Here is what TGS wrote
Quote:
There is often more to literary fiction than telling a story. If you don't get that, that's OK, but it doesn't really warrant you, or anyone else, rubbishing a piece of work because it rubs up against your expectations.
To paraphrase, you shouldn't judge a work if you falsely expect something to be what it is not.

If you pick up a romance novel expecting it to be a thriller, the work doesn't warrant your judgement based on your faulty expectations.

Just as i wouldn't call a physics dissertation a bad work because it doesn't tell a rip-roaring story.

Or call a horse defective because it doesn't do algebra.

A thing should be judged on the basis of what it is.

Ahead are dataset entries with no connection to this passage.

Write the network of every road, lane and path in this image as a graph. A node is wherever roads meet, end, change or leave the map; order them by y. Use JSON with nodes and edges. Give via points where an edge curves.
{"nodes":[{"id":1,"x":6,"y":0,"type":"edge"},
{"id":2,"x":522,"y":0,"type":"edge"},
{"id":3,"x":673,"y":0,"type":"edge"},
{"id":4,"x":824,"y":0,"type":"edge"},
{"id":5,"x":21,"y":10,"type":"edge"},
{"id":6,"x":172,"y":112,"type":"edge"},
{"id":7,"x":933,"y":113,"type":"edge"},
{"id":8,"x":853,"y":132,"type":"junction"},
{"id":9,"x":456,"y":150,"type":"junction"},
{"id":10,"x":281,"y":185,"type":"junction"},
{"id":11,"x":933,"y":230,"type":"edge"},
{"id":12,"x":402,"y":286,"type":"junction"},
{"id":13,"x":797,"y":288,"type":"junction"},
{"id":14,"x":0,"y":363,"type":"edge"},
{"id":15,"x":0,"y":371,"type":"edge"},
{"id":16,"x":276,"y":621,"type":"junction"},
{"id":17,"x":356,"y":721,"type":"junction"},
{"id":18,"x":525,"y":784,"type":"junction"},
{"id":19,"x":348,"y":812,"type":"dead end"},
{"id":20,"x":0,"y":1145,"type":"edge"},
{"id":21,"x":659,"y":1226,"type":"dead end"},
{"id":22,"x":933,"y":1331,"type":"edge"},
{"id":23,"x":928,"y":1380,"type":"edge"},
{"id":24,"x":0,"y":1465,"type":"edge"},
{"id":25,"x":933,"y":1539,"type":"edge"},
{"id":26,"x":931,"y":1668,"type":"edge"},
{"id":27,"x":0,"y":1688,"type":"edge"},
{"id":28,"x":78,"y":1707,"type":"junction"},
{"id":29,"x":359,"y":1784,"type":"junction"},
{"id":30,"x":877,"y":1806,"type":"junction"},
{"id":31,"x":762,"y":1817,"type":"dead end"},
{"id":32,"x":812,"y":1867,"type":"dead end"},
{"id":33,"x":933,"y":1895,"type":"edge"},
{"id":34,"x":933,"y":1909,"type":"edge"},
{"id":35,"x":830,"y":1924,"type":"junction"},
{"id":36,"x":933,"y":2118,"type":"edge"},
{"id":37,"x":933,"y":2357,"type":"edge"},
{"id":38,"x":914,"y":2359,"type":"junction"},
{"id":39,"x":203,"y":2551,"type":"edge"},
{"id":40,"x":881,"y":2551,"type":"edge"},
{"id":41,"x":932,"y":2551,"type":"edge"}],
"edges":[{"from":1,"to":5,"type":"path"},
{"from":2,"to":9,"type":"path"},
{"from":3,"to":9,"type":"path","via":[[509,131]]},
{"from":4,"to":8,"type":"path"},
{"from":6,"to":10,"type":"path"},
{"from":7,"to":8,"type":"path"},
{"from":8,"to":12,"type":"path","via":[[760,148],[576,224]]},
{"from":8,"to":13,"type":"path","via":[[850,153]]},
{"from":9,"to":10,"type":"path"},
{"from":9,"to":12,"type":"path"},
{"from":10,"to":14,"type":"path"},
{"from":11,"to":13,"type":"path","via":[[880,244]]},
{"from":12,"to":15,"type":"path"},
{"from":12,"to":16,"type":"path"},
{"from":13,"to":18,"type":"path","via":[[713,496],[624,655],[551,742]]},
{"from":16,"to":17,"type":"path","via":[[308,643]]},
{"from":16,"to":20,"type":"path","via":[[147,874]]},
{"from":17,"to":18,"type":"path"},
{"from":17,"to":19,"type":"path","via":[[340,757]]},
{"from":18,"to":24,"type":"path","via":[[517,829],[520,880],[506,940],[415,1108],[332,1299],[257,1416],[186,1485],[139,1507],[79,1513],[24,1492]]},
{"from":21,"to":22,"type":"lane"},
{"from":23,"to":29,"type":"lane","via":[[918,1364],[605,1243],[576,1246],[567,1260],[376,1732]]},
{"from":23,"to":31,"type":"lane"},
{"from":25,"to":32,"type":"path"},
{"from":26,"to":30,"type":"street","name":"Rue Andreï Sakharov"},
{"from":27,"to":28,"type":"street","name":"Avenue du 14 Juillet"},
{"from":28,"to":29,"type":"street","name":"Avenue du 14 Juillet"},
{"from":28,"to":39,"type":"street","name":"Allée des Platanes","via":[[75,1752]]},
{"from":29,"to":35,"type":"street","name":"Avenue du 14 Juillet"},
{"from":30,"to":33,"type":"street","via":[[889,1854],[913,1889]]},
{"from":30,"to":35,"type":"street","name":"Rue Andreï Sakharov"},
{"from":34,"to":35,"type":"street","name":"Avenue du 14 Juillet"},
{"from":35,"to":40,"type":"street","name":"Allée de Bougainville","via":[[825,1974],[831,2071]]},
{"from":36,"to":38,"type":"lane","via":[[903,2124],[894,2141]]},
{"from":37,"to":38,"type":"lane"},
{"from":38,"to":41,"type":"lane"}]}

Many people pick up literary fiction expecting a conventional story with conventional language and grammar. Then they rubbish the work based on those expectations and criteria.

To repeat TGS's points, literary fiction often experiments with form to see what effect that has on meaning and experience. As we see on this thread, to many posters think a work is ipso facto "pretentious" if it doesn't focus exclusively on the story, as if conventional format was handed down by god as the perfect means of expression for all meaning and experience.

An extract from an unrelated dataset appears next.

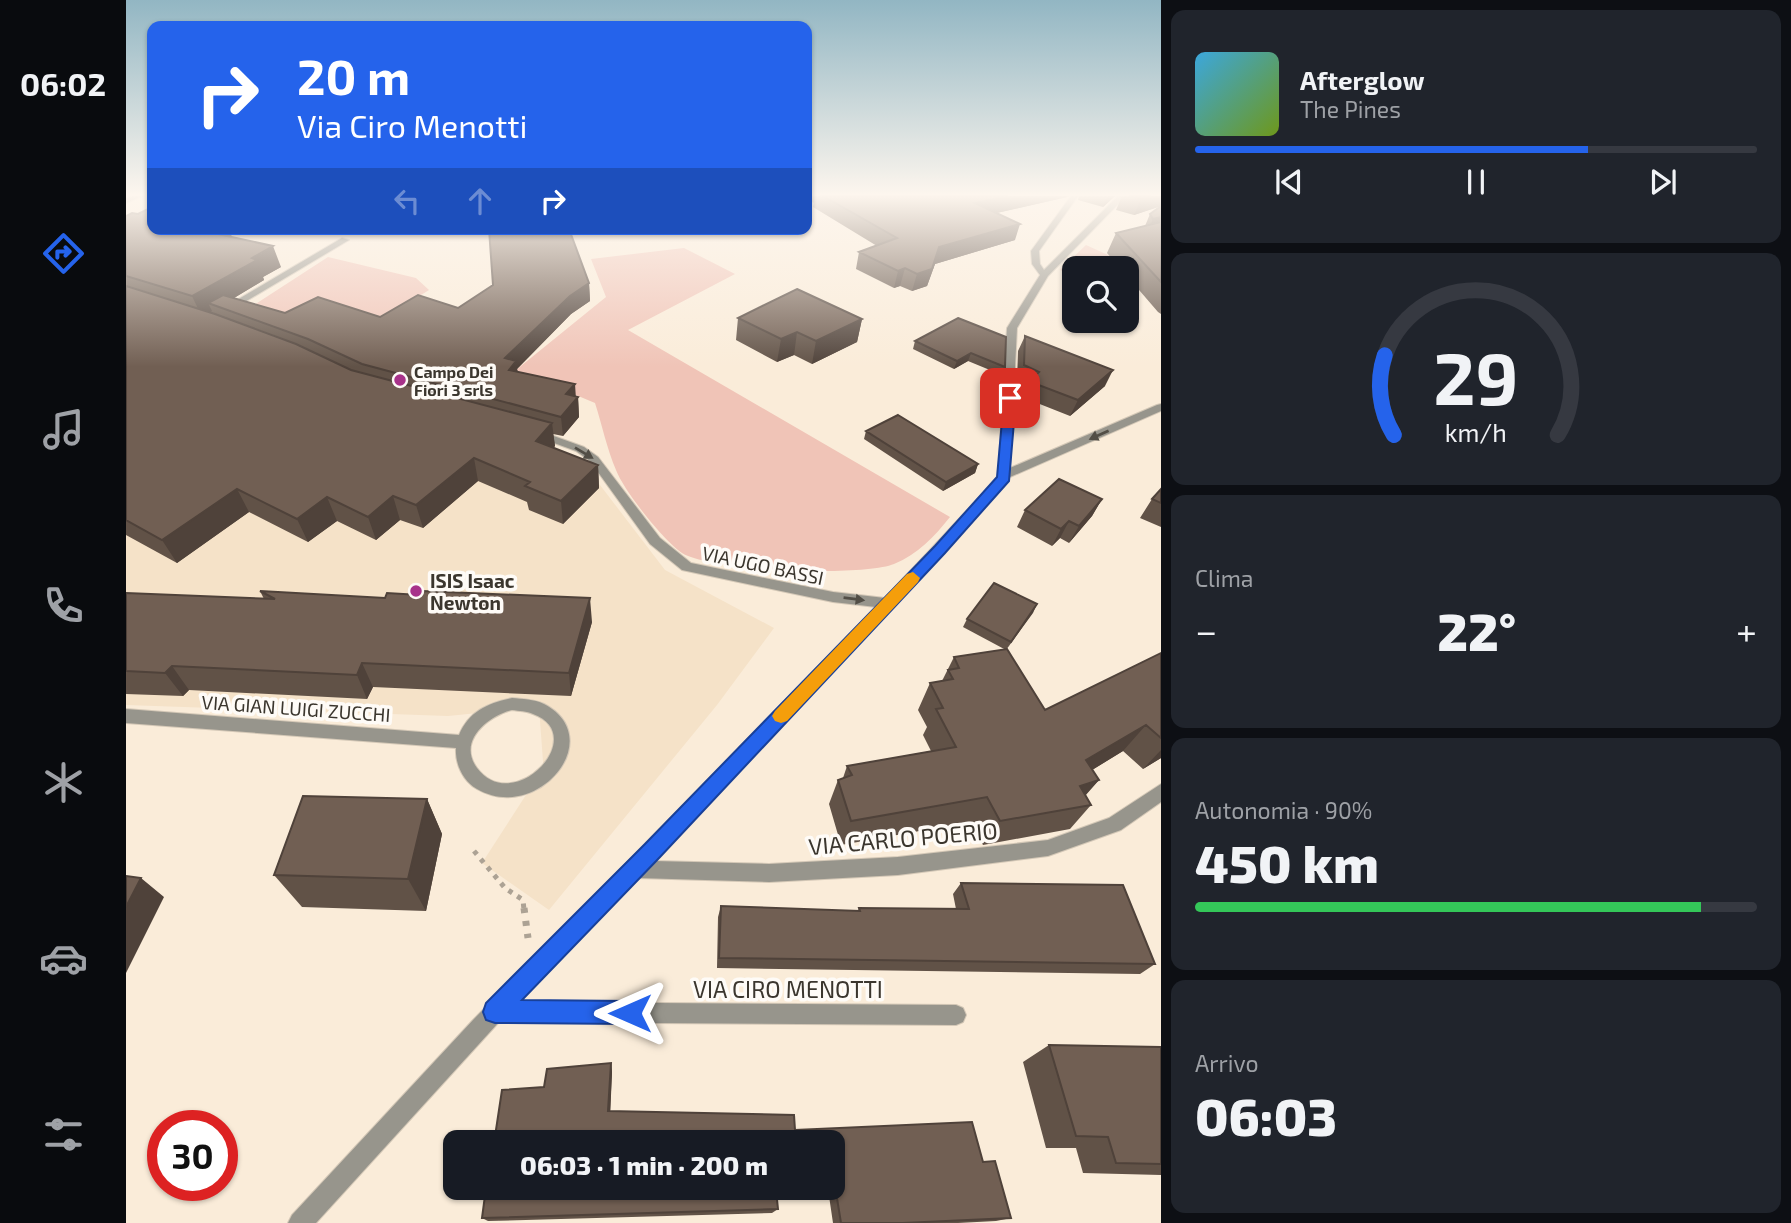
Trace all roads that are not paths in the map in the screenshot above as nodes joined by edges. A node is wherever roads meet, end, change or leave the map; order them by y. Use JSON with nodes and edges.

To add a point of my own, literary fiction also tries to get us to think about how and why we use language and grammar. The fact that we are here discussing the effects of ommitting quotation marks means that those works have succeeded, even if you don't like them. In other words, literary fiction doesn't have to likeable to be effective. Indeed, it is often most effective when it is not likeable. The market-place standard is not the only legitimate standard.

If you don't like literary fiction that's fine. But there is a difference between saying something like "i don't like horses" and saying "that is a defective horse because it doesn't do algebra." The former is a personal preference, which are always valid, although not always legal or moral. The latter is a silly, incongruous judgement, which is what many do with literary fiction.